The Congolese army, backed by new United Nations intervention brigade, has been shelling M23 rebels near Goma for some days to drive them back.
The Intervention Brigade has been given a stronger mandate by the UN Security Council to launch offensive operations against armed groups in eastern Congo.
"We won!" the army soldiers chanted in Kibati, until Thursday a rebel outpost on the frontline overlooking Goma.
The M23 rebels, who have been fighting against the army since April last year, said they withdrew from the Kibati hills to allow an independent probe into shelling that has killed several civilians in Goma and in the town of Gisenyi in neighboring Rwanda.
On Thursday, Rwanda accused the Congolese army, the FARDC, of shelling into its territory and said such "provocation" will not be tolerated, raising fears that Congo’s adventurous neighbor might launch a military offensive against a country with which it fought two wars in the past two decades.
However, the UN mission in Congo, known as MONUSCO, said late on Thursday that it had seen only M23 rebels firing artillery into Rwanda.
"MONUSCO has not witnessed any shelling by the FARDC into Rwanda.

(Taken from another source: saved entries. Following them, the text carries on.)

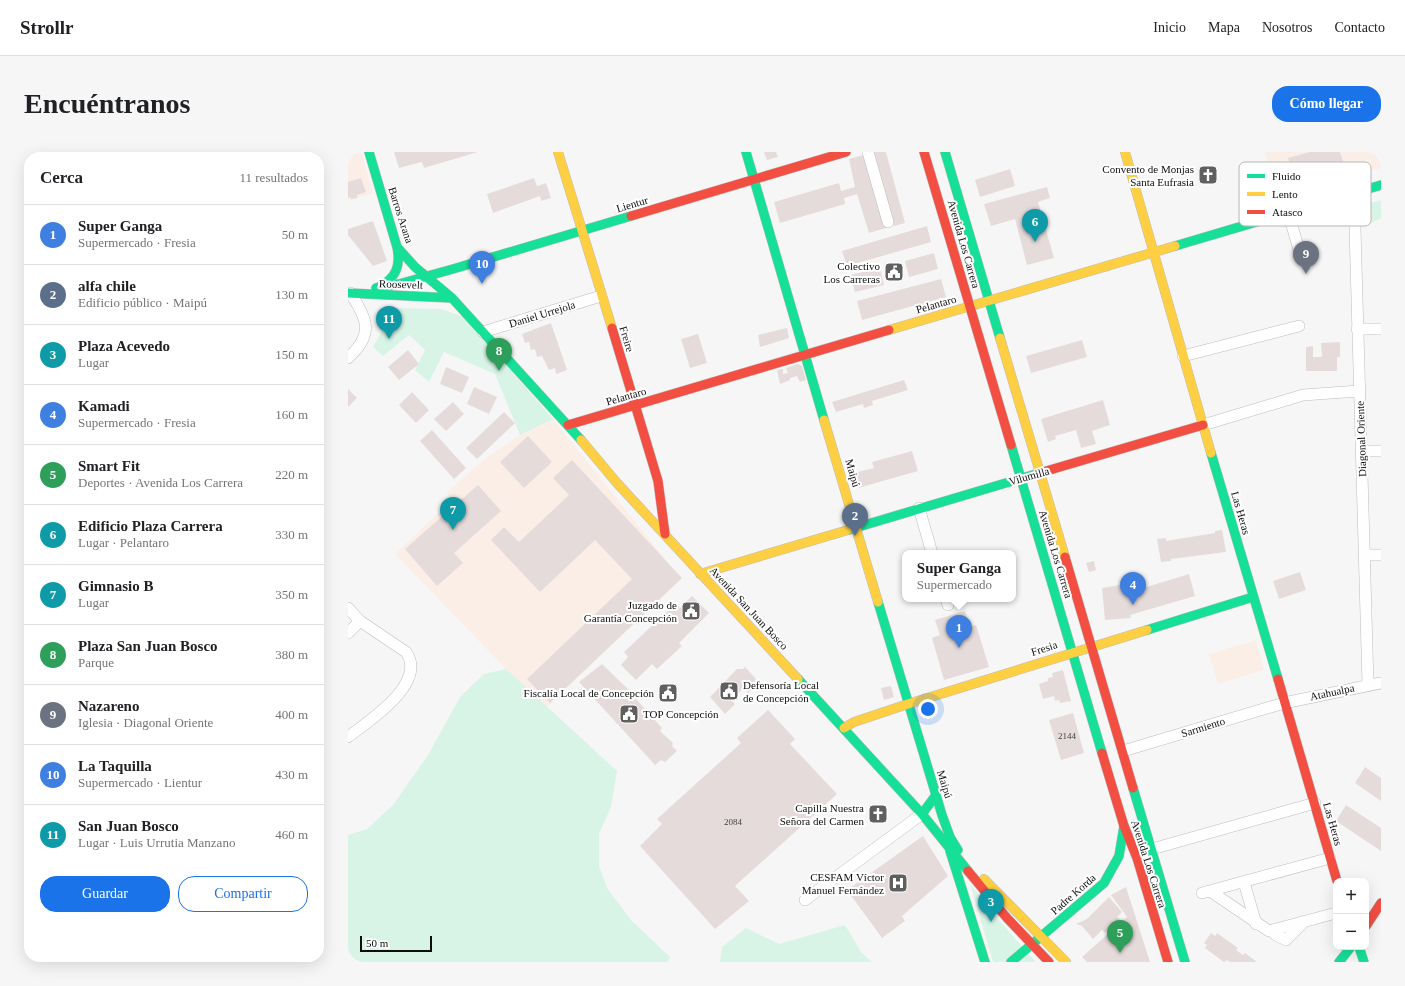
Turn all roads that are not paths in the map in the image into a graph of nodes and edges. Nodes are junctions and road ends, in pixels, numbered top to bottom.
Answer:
1 (369, 152) edge
2 (558, 152) edge
3 (746, 152) edge
4 (846, 152) edge
5 (868, 152) edge
6 (924, 152) edge
7 (945, 152) edge
8 (1125, 152) edge
9 (754, 180) junction
10 (1381, 185) edge
11 (1371, 188) edge
12 (888, 222) dead end
13 (1240, 226) edge
14 (1292, 226) edge
15 (1355, 226) edge
16 (582, 231) junction
17 (398, 247) junction
18 (1154, 251) junction
19 (1300, 253) dead end
20 (426, 276) junction
21 (376, 288) junction
22 (349, 293) edge
23 (602, 296) junction
24 (452, 298) junction
25 (989, 301) junction
26 (970, 307) junction
27 (1299, 326) dead end
28 (1358, 329) junction
29 (1381, 329) edge
30 (482, 332) junction
31 (806, 355) junction
32 (1183, 356) junction
33 (348, 358) edge
34 (1359, 391) junction
35 (634, 406) junction
36 (568, 425) junction
37 (1202, 425) junction
38 (1381, 450) edge
39 (1361, 451) junction
40 (1039, 473) junction
41 (1021, 478) junction
42 (919, 508) junction
43 (856, 527) junction
44 (665, 534) junction
45 (931, 550) edge
46 (1364, 555) junction
47 (1381, 555) edge
48 (700, 574) junction
49 (1253, 596) junction
50 (348, 608) edge
51 (360, 621) junction
52 (348, 632) edge
53 (1090, 646) junction
54 (1073, 652) junction
55 (1381, 683) edge
56 (1368, 685) junction
57 (1284, 703) junction
58 (908, 704) junction
59 (844, 728) junction
60 (348, 737) edge
61 (1123, 751) junction
62 (936, 795) junction
63 (1315, 803) junction
64 (922, 814) junction
65 (1124, 826) junction
66 (1124, 838) junction
67 (951, 846) junction
68 (1152, 849) junction
69 (1330, 858) junction
70 (1336, 878) edge
71 (1244, 882) junction
72 (805, 900) dead end
73 (1381, 903) edge
74 (1333, 914) edge
75 (1369, 921) edge
76 (1256, 924) junction
77 (1041, 936) junction
78 (1031, 943) junction
79 (1349, 950) edge
80 (1360, 950) edge
81 (985, 962) edge
82 (1011, 962) edge
83 (1049, 962) edge
84 (1066, 962) edge
85 (1160, 962) edge
86 (1168, 962) edge
87 (1185, 962) edge
88 (1339, 962) edge
89 (1364, 962) edge

1 - 17 main road, Barros Arana
2 - 16 main road, Freire
3 - 9 main road, Maipú
4 - 9 main road, Lientur
5 - 12 street
6 - 26 main road, Avenida Los Carrera
7 - 25 main road, Avenida Los Carrera
8 - 18 main road, Las Heras
9 - 16 main road, Lientur
9 - 31 main road, Maipú
10 - 11 main road, Pelantaro
13 - 18 main road, Pelantaro
14 - 19 street
15 - 28 street, Diagonal Oriente
16 - 20 main road, Lientur
16 - 23 main road, Freire
17 - 20 main road, Barros Arana
17 - 21 main road
18 - 25 main road, Pelantaro
18 - 32 main road, Las Heras
20 - 21 main road, Roosevelt
20 - 24 main road, Avenida San Juan Bosco
21 - 22 main road, Roosevelt
22 - 24 main road, Roosevelt
22 - 33 street
23 - 30 street, Daniel Urrejola
23 - 35 main road, Freire
24 - 30 main road, Avenida San Juan Bosco
25 - 26 main road, Pelantaro
25 - 40 main road, Avenida Los Carrera
26 - 31 main road, Pelantaro
26 - 41 main road, Avenida Los Carrera
27 - 32 street
28 - 29 street
28 - 34 street, Diagonal Oriente
30 - 36 main road, Avenida San Juan Bosco
31 - 35 main road, Pelantaro
31 - 43 main road, Maipú
32 - 37 main road, Las Heras
34 - 37 street, Vilumilla
34 - 39 street, Diagonal Oriente
35 - 36 main road, Pelantaro
35 - 44 main road, Freire
36 - 44 main road, Avenida San Juan Bosco
37 - 40 main road, Vilumilla
37 - 49 main road, Las Heras
38 - 39 street
39 - 46 street, Diagonal Oriente
40 - 41 main road, Vilumilla
40 - 53 main road, Avenida Los Carrera
41 - 42 main road, Vilumilla
41 - 54 main road, Avenida Los Carrera
42 - 43 main road, Vilumilla
42 - 45 street
43 - 48 main road, Vilumilla
43 - 58 main road, Maipú
44 - 48 main road, Avenida San Juan Bosco
46 - 47 street
46 - 56 street, Diagonal Oriente
48 - 59 main road, Avenida San Juan Bosco
49 - 53 main road, Fresia
49 - 57 main road, Las Heras
50 - 51 street
51 - 52 street
51 - 60 street
53 - 54 main road, Fresia
53 - 61 main road, Avenida Los Carrera
54 - 58 main road, Fresia
54 - 65 main road, Avenida Los Carrera
55 - 56 street, Atahualpa
56 - 57 street, Atahualpa
57 - 61 street, Sarmiento
57 - 63 main road, Las Heras
58 - 59 main road, Fresia
58 - 62 main road, Maipú
59 - 64 main road, Avenida San Juan Bosco
61 - 68 main road, Avenida Los Carrera
62 - 64 main road
62 - 67 main road, Maipú
63 - 68 street
63 - 69 main road, Las Heras
64 - 67 main road, Avenida San Juan Bosco
64 - 72 street
65 - 66 main road, Padre Korda
65 - 86 main road, Avenida Los Carrera
66 - 77 main road, Padre Korda
66 - 85 main road
67 - 77 main road, Avenida San Juan Bosco
67 - 78 main road, Avenida San Juan Bosco
67 - 81 main road, Maipú
68 - 87 main road, Avenida Los Carrera
69 - 70 main road, Las Heras
69 - 71 street
71 - 76 street
71 - 76 street
73 - 75 main road
74 - 76 street
77 - 78 main road, Padre Korda
77 - 84 main road, Avenida San Juan Bosco
78 - 82 main road, Padre Korda
78 - 83 main road, Avenida San Juan Bosco
79 - 88 main road
80 - 89 main road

These are areas where FARDC are not present," said deputy UN peacekeeping chief Edmond Mulet.
The M23 rebels defected from the Congolese army in April 2012 in protest over alleged mistreatment in the army.

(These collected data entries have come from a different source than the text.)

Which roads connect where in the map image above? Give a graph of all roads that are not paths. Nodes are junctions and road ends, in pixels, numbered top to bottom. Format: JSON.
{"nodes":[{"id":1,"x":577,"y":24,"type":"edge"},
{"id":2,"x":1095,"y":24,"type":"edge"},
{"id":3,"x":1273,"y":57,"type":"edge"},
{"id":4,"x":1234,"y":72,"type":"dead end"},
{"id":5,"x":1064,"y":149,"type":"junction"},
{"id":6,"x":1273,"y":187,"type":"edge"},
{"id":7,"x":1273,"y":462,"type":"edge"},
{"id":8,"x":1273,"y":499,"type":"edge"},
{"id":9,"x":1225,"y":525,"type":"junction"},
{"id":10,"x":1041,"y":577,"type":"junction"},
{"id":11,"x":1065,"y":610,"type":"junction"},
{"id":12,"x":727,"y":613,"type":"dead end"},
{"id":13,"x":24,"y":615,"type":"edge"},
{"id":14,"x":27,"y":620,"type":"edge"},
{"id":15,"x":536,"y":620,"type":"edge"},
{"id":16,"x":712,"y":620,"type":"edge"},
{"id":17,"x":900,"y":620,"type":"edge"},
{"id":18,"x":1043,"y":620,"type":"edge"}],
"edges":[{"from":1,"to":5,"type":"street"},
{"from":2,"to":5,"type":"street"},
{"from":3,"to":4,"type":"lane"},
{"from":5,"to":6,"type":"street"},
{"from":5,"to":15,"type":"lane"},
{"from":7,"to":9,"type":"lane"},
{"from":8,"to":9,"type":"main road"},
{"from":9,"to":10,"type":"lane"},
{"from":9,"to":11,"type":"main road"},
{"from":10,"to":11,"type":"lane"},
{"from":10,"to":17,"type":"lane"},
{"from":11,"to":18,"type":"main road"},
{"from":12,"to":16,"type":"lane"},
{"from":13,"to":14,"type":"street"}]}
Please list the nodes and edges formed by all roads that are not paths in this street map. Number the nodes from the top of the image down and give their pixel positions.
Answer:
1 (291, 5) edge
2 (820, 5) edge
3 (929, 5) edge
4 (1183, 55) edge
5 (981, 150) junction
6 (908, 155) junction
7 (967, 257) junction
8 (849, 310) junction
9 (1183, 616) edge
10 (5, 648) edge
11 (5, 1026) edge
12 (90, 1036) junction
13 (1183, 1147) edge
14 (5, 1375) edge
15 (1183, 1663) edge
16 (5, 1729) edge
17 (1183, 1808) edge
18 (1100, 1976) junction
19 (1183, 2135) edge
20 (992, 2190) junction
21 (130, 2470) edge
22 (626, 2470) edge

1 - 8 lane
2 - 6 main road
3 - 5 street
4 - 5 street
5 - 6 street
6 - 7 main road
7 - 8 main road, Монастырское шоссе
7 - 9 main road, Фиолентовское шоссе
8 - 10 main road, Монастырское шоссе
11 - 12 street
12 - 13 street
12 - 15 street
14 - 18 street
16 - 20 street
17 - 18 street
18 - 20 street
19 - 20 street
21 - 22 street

The M23 rebels and several other armed groups are active in the eastern Congo and are fighting for control of the country’s vast mineral resources, such as gold, the main tin ore cassiterite, and coltan (columbite-tantalite), which is used to make many electronic devices, including cell phones.

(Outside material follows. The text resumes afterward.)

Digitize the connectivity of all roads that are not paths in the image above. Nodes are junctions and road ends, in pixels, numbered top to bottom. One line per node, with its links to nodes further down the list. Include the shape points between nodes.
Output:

Since early May 2012, nearly three million people have fled their homes in the eastern Congo. About 2.5 million have resettled in Congo, but about 500,000 have crossed into neighboring Rwanda and Uganda.
Congo has faced numerous problems over the past few decades, such as grinding poverty, crumbling infrastructure, and a war in the east of the country that has dragged on since 1998 and left over 5.5 million people dead.